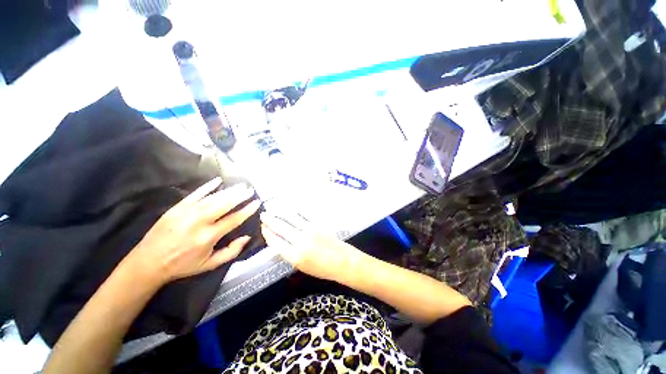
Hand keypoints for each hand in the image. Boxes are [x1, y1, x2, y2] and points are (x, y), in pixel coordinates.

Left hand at [128, 178, 260, 284]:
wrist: (147, 263)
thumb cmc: (182, 265)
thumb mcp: (209, 265)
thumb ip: (231, 252)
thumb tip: (247, 237)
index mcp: (208, 236)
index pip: (234, 219)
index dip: (247, 210)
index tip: (256, 202)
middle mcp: (199, 222)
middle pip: (224, 204)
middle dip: (240, 196)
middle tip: (250, 190)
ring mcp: (186, 212)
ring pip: (213, 198)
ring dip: (229, 191)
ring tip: (240, 186)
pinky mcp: (176, 207)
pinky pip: (195, 194)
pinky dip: (207, 186)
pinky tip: (218, 181)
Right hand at [260, 212, 362, 281]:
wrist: (341, 260)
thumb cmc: (321, 268)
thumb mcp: (301, 266)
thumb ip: (288, 253)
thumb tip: (277, 239)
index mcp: (295, 256)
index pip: (276, 241)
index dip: (267, 233)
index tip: (263, 227)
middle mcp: (301, 241)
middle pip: (281, 227)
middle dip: (270, 220)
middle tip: (263, 214)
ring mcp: (310, 230)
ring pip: (291, 217)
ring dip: (280, 211)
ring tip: (272, 206)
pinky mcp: (319, 223)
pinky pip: (304, 214)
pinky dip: (295, 209)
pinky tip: (289, 206)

===

--- Directions ---
Leave out the pictures, then copy all the remaining text in the records exactly.

--- Result of the exercise ---
Hand keypoints for each hand in the image. Boxes are [x1, y1, x2, y2] and points are (x, y), in pixel coordinates.

Left hand at [128, 178, 260, 284]:
wrist: (147, 263)
thumb cmc: (182, 265)
thumb mcp: (209, 265)
thumb ip: (231, 252)
thumb tip: (247, 237)
index mcp: (208, 236)
index pip: (234, 219)
index dip: (247, 210)
index tip: (256, 202)
middle mcp: (199, 222)
middle pip: (224, 204)
middle dip: (240, 196)
middle tip: (250, 190)
ring mcp: (186, 212)
ring pip: (213, 198)
ring dip: (229, 191)
ring tip: (240, 186)
pinky mcp: (176, 207)
pinky pip: (195, 194)
pinky dip: (207, 186)
pinky tip: (218, 181)
Right hand at [260, 212, 362, 281]:
wrist: (341, 260)
thumb cmc: (321, 268)
thumb mcp: (301, 266)
thumb ip: (288, 253)
thumb tip: (277, 239)
index mcp: (295, 256)
index pip: (276, 241)
index dip: (267, 233)
index tip: (263, 227)
middle mcp: (301, 241)
middle pip: (281, 227)
middle dip: (270, 220)
middle tip: (263, 214)
ring mcp: (310, 230)
ring pip: (291, 217)
ring dip: (280, 211)
ring tip: (272, 206)
pinky mcp: (319, 223)
pinky pip: (304, 214)
pinky dip: (295, 209)
pinky tip: (289, 206)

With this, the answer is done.